--- START ---

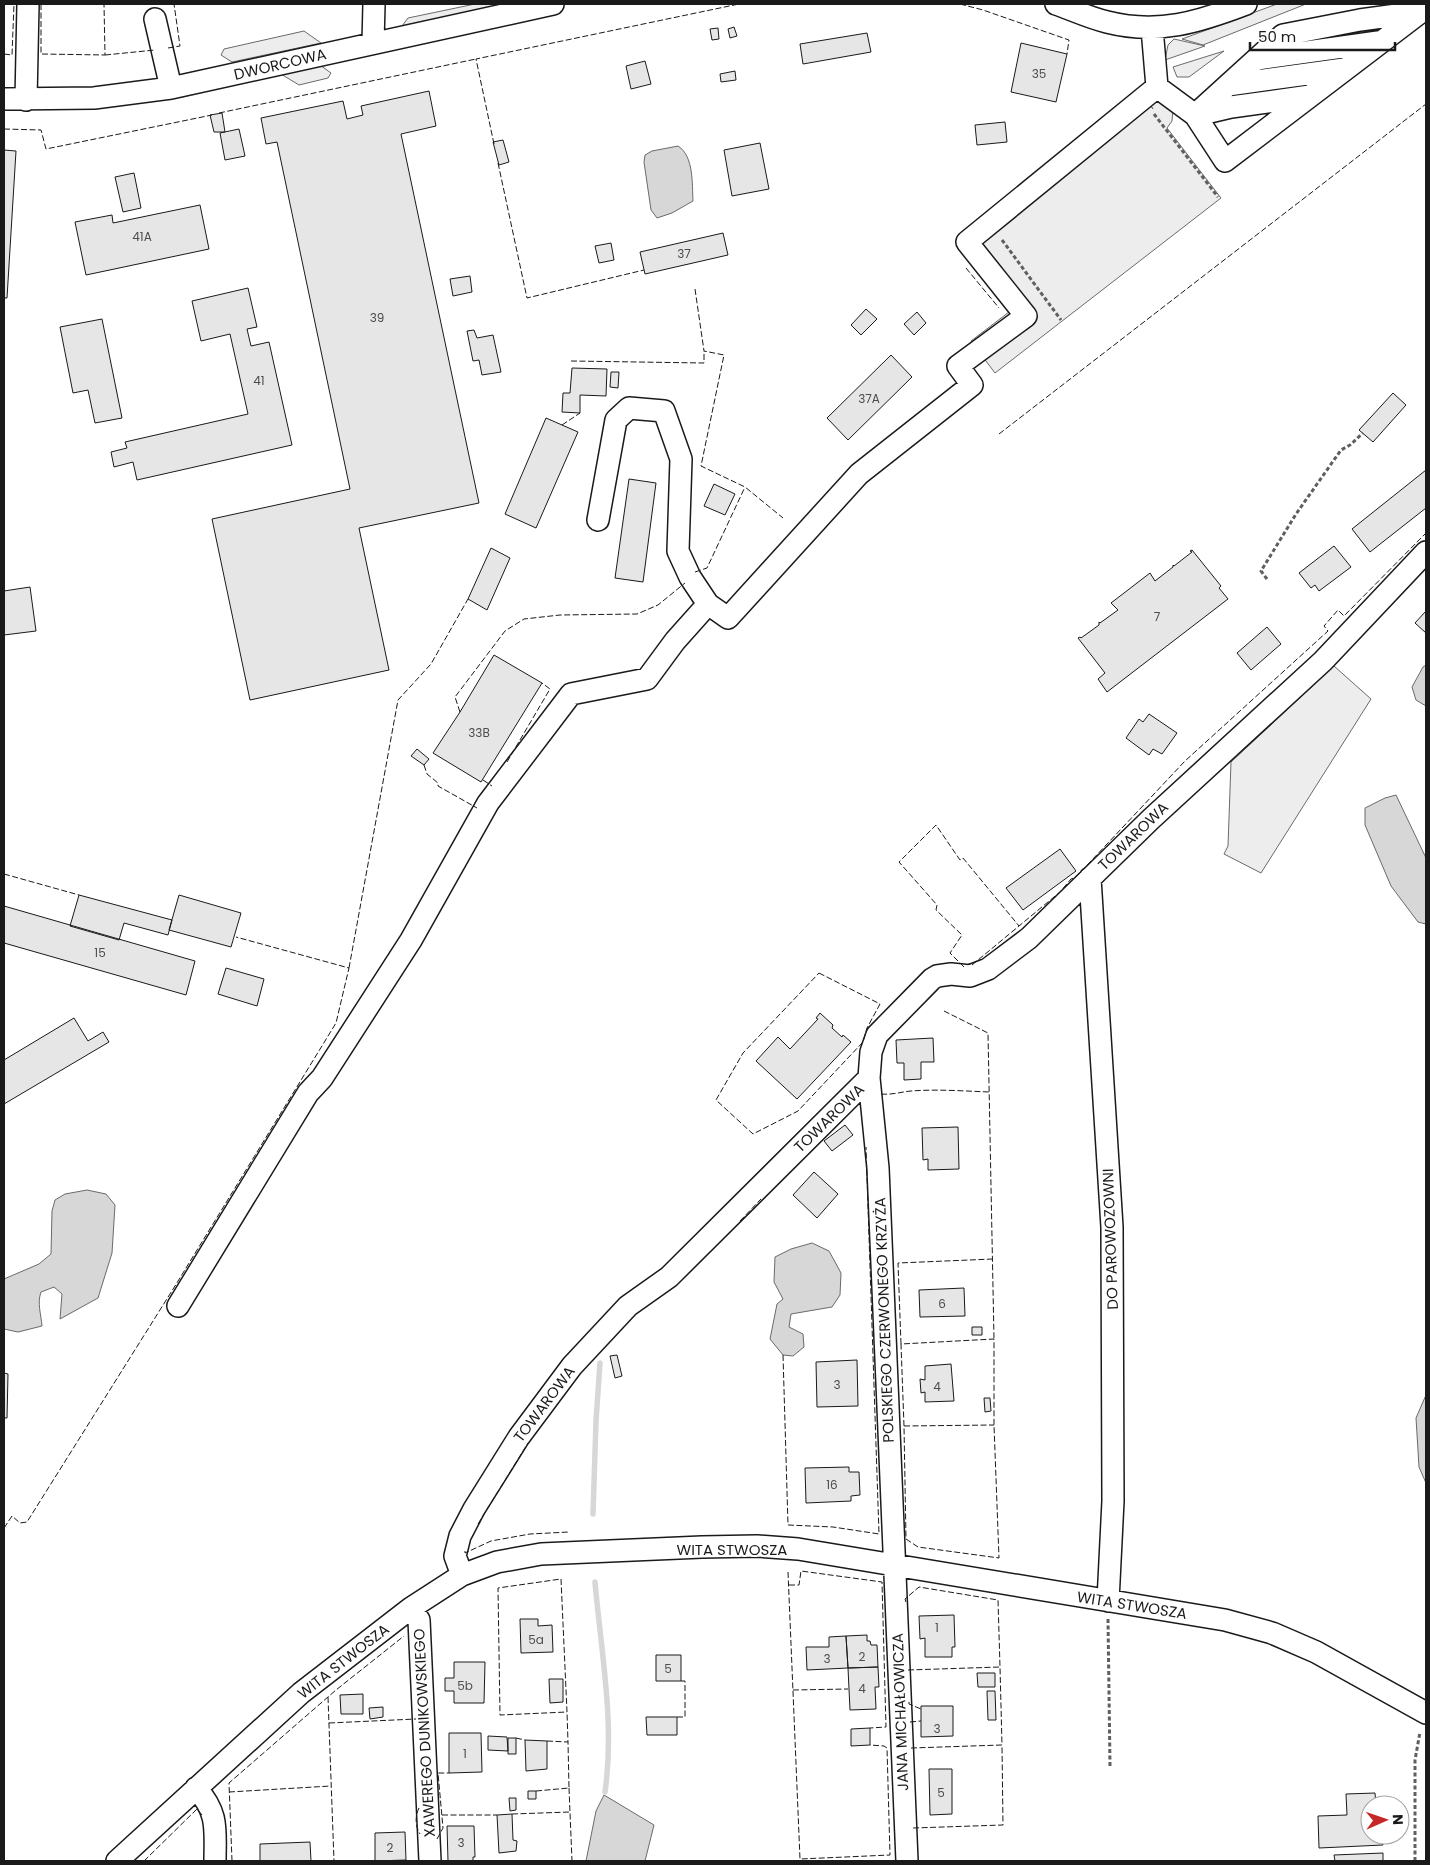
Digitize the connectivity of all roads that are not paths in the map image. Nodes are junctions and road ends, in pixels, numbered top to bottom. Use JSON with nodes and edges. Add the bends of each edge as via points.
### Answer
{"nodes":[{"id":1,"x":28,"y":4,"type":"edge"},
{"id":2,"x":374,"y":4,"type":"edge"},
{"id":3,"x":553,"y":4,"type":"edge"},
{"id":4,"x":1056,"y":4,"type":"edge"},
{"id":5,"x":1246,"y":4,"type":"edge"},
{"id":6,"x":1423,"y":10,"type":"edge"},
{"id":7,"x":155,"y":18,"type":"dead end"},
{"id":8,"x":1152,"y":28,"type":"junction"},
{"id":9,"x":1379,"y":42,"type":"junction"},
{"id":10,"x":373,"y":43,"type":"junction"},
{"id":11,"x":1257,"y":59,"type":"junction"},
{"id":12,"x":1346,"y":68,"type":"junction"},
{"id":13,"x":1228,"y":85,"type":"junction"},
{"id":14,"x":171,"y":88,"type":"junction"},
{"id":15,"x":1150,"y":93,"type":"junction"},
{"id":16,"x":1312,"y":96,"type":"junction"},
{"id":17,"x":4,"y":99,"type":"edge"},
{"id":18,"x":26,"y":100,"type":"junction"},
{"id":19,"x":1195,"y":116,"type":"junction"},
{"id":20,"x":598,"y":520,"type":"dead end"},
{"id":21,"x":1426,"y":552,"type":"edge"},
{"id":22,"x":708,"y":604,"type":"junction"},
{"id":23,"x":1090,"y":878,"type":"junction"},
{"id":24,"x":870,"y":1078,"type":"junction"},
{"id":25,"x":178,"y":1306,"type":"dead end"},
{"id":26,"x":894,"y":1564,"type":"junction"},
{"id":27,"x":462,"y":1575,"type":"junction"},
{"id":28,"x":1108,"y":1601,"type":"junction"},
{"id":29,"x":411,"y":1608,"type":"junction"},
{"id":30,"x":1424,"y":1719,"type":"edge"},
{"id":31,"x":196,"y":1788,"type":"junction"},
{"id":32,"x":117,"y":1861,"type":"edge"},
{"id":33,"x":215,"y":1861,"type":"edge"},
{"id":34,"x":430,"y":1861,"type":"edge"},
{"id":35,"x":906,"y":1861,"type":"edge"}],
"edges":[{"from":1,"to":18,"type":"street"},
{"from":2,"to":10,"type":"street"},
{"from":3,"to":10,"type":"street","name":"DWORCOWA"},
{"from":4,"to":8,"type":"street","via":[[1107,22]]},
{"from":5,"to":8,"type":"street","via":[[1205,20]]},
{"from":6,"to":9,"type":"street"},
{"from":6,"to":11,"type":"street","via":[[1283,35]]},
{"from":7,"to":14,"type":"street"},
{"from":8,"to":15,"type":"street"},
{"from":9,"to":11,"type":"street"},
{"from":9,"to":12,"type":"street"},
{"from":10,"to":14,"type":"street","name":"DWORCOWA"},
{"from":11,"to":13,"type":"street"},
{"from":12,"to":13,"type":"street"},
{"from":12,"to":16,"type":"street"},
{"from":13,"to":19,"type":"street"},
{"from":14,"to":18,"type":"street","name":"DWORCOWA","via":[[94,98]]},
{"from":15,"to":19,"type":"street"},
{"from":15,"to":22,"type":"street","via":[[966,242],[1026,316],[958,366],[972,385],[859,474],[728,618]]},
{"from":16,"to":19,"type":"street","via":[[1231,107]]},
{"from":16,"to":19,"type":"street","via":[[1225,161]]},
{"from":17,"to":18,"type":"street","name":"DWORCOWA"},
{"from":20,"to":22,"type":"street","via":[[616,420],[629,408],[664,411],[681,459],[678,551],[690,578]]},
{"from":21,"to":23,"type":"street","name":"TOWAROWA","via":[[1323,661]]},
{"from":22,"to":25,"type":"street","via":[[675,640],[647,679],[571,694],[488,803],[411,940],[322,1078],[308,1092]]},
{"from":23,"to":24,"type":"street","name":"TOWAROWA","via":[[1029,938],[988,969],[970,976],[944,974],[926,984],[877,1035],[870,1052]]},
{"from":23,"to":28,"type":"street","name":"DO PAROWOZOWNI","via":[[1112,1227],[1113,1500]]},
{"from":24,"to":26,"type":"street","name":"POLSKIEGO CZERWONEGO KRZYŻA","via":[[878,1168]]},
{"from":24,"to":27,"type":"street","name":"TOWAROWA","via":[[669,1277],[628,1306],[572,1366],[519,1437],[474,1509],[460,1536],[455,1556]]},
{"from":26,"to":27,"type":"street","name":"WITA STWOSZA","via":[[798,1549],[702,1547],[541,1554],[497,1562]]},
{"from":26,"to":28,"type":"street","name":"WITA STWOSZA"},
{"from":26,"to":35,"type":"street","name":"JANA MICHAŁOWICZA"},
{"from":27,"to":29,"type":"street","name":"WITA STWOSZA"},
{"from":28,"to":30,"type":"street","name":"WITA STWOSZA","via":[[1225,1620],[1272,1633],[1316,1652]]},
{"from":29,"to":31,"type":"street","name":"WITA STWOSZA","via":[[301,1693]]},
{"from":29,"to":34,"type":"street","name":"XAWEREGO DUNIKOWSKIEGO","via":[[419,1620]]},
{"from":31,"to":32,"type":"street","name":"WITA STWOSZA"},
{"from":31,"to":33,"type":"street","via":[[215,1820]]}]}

--- END ---

Prompt:
Print the whole listing above once more, word for word, without its pictures.

Answer:
Digitize the connectivity of all roads that are not paths in the map image. Nodes are junctions and road ends, in pixels, numbered top to bottom. Use JSON with nodes and edges. Add the bends of each edge as via points.
### Answer
{"nodes":[{"id":1,"x":28,"y":4,"type":"edge"},
{"id":2,"x":374,"y":4,"type":"edge"},
{"id":3,"x":553,"y":4,"type":"edge"},
{"id":4,"x":1056,"y":4,"type":"edge"},
{"id":5,"x":1246,"y":4,"type":"edge"},
{"id":6,"x":1423,"y":10,"type":"edge"},
{"id":7,"x":155,"y":18,"type":"dead end"},
{"id":8,"x":1152,"y":28,"type":"junction"},
{"id":9,"x":1379,"y":42,"type":"junction"},
{"id":10,"x":373,"y":43,"type":"junction"},
{"id":11,"x":1257,"y":59,"type":"junction"},
{"id":12,"x":1346,"y":68,"type":"junction"},
{"id":13,"x":1228,"y":85,"type":"junction"},
{"id":14,"x":171,"y":88,"type":"junction"},
{"id":15,"x":1150,"y":93,"type":"junction"},
{"id":16,"x":1312,"y":96,"type":"junction"},
{"id":17,"x":4,"y":99,"type":"edge"},
{"id":18,"x":26,"y":100,"type":"junction"},
{"id":19,"x":1195,"y":116,"type":"junction"},
{"id":20,"x":598,"y":520,"type":"dead end"},
{"id":21,"x":1426,"y":552,"type":"edge"},
{"id":22,"x":708,"y":604,"type":"junction"},
{"id":23,"x":1090,"y":878,"type":"junction"},
{"id":24,"x":870,"y":1078,"type":"junction"},
{"id":25,"x":178,"y":1306,"type":"dead end"},
{"id":26,"x":894,"y":1564,"type":"junction"},
{"id":27,"x":462,"y":1575,"type":"junction"},
{"id":28,"x":1108,"y":1601,"type":"junction"},
{"id":29,"x":411,"y":1608,"type":"junction"},
{"id":30,"x":1424,"y":1719,"type":"edge"},
{"id":31,"x":196,"y":1788,"type":"junction"},
{"id":32,"x":117,"y":1861,"type":"edge"},
{"id":33,"x":215,"y":1861,"type":"edge"},
{"id":34,"x":430,"y":1861,"type":"edge"},
{"id":35,"x":906,"y":1861,"type":"edge"}],
"edges":[{"from":1,"to":18,"type":"street"},
{"from":2,"to":10,"type":"street"},
{"from":3,"to":10,"type":"street","name":"DWORCOWA"},
{"from":4,"to":8,"type":"street","via":[[1107,22]]},
{"from":5,"to":8,"type":"street","via":[[1205,20]]},
{"from":6,"to":9,"type":"street"},
{"from":6,"to":11,"type":"street","via":[[1283,35]]},
{"from":7,"to":14,"type":"street"},
{"from":8,"to":15,"type":"street"},
{"from":9,"to":11,"type":"street"},
{"from":9,"to":12,"type":"street"},
{"from":10,"to":14,"type":"street","name":"DWORCOWA"},
{"from":11,"to":13,"type":"street"},
{"from":12,"to":13,"type":"street"},
{"from":12,"to":16,"type":"street"},
{"from":13,"to":19,"type":"street"},
{"from":14,"to":18,"type":"street","name":"DWORCOWA","via":[[94,98]]},
{"from":15,"to":19,"type":"street"},
{"from":15,"to":22,"type":"street","via":[[966,242],[1026,316],[958,366],[972,385],[859,474],[728,618]]},
{"from":16,"to":19,"type":"street","via":[[1231,107]]},
{"from":16,"to":19,"type":"street","via":[[1225,161]]},
{"from":17,"to":18,"type":"street","name":"DWORCOWA"},
{"from":20,"to":22,"type":"street","via":[[616,420],[629,408],[664,411],[681,459],[678,551],[690,578]]},
{"from":21,"to":23,"type":"street","name":"TOWAROWA","via":[[1323,661]]},
{"from":22,"to":25,"type":"street","via":[[675,640],[647,679],[571,694],[488,803],[411,940],[322,1078],[308,1092]]},
{"from":23,"to":24,"type":"street","name":"TOWAROWA","via":[[1029,938],[988,969],[970,976],[944,974],[926,984],[877,1035],[870,1052]]},
{"from":23,"to":28,"type":"street","name":"DO PAROWOZOWNI","via":[[1112,1227],[1113,1500]]},
{"from":24,"to":26,"type":"street","name":"POLSKIEGO CZERWONEGO KRZYŻA","via":[[878,1168]]},
{"from":24,"to":27,"type":"street","name":"TOWAROWA","via":[[669,1277],[628,1306],[572,1366],[519,1437],[474,1509],[460,1536],[455,1556]]},
{"from":26,"to":27,"type":"street","name":"WITA STWOSZA","via":[[798,1549],[702,1547],[541,1554],[497,1562]]},
{"from":26,"to":28,"type":"street","name":"WITA STWOSZA"},
{"from":26,"to":35,"type":"street","name":"JANA MICHAŁOWICZA"},
{"from":27,"to":29,"type":"street","name":"WITA STWOSZA"},
{"from":28,"to":30,"type":"street","name":"WITA STWOSZA","via":[[1225,1620],[1272,1633],[1316,1652]]},
{"from":29,"to":31,"type":"street","name":"WITA STWOSZA","via":[[301,1693]]},
{"from":29,"to":34,"type":"street","name":"XAWEREGO DUNIKOWSKIEGO","via":[[419,1620]]},
{"from":31,"to":32,"type":"street","name":"WITA STWOSZA"},
{"from":31,"to":33,"type":"street","via":[[215,1820]]}]}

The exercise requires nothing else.